The Llaneros, or inhabitants of the plains, believe that all these
trees, though so low, are many centuries old. Their growth is almost
imperceptible, being scarcely to be noticed in the lapse of twenty or
thirty years. The wood of the palma de cobija is excellent for
building. It is so hard, that it is difficult to drive a nail into it.
The leaves, folded like a fan, are employed to cover the roofs of the
huts scattered through the Llanos; and these roofs last more than
twenty years.
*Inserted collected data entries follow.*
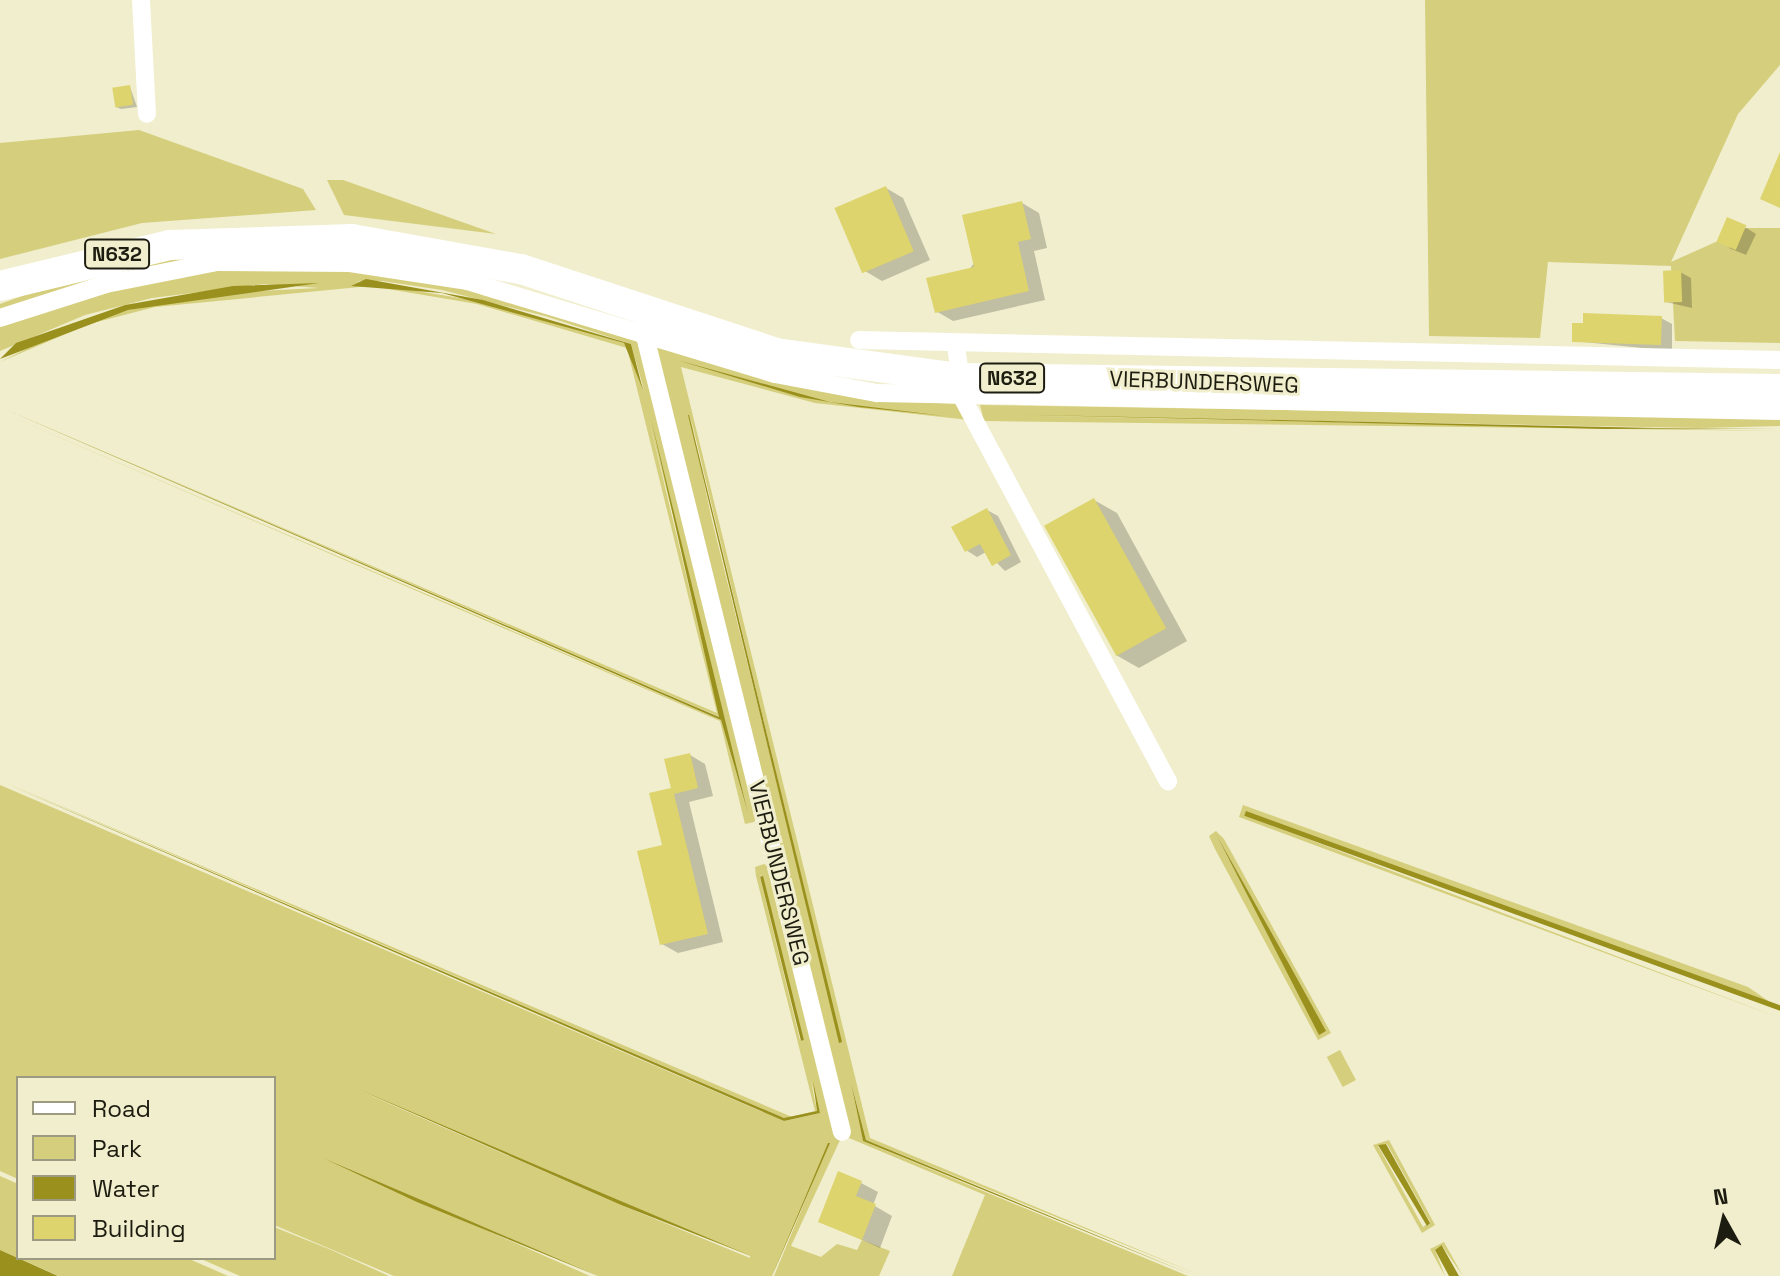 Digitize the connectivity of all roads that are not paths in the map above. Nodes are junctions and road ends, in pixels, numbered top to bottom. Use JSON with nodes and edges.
{"nodes":[{"id":1,"x":141,"y":0,"type":"edge"},
{"id":2,"x":147,"y":114,"type":"dead end"},
{"id":3,"x":0,"y":286,"type":"edge"},
{"id":4,"x":0,"y":318,"type":"edge"},
{"id":5,"x":641,"y":321,"type":"junction"},
{"id":6,"x":859,"y":340,"type":"dead end"},
{"id":7,"x":956,"y":345,"type":"junction"},
{"id":8,"x":1780,"y":360,"type":"edge"},
{"id":9,"x":961,"y":388,"type":"junction"},
{"id":10,"x":1780,"y":389,"type":"edge"},
{"id":11,"x":1780,"y":411,"type":"edge"},
{"id":12,"x":1168,"y":781,"type":"dead end"},
{"id":13,"x":842,"y":1132,"type":"dead end"}],
"edges":[{"from":1,"to":2,"type":"street"},
{"from":3,"to":5,"type":"main road","name":"VIERBUNDERSWEG","number":"N632"},
{"from":4,"to":5,"type":"street","name":"VIERBUNDERSWEG"},
{"from":5,"to":9,"type":"main road","name":"VIERBUNDERSWEG","number":"N632"},
{"from":5,"to":13,"type":"street","name":"VIERBUNDERSWEG"},
{"from":6,"to":7,"type":"street","name":"VIERBUNDERSWEG"},
{"from":7,"to":8,"type":"street","name":"VIERBUNDERSWEG"},
{"from":7,"to":9,"type":"street"},
{"from":9,"to":10,"type":"main road","name":"VIERBUNDERSWEG","number":"N632"},
{"from":9,"to":11,"type":"street","name":"VIERBUNDERSWEG"},
{"from":9,"to":12,"type":"street"}]}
The leaves are fixed by bending the extremity of the
footstalks, which have been beaten beforehand between two stones, so
that they may bend without breaking.
Beside the solitary trunks of this palm-tree, we find dispersed here
and there in the steppes a few clumps, real groves (palmares), in
which the corypha is intermingled with a tree of the proteaceous
family, called chaparro by the natives. It is a new species of
rhopala,* (* Resembling the Embothrium, of which we found no species
in South America. The embothriums are represented in American
vegetation by the genera Lomatia and Oreocallis.) with hard and
resonant leaves. The little groves of rhopala are called chaparales;
and it may be supposed that, in a vast plain, where only two or three
species of trees are to be found, the chaparro, which affords shade,
is considered a highly valuable plant.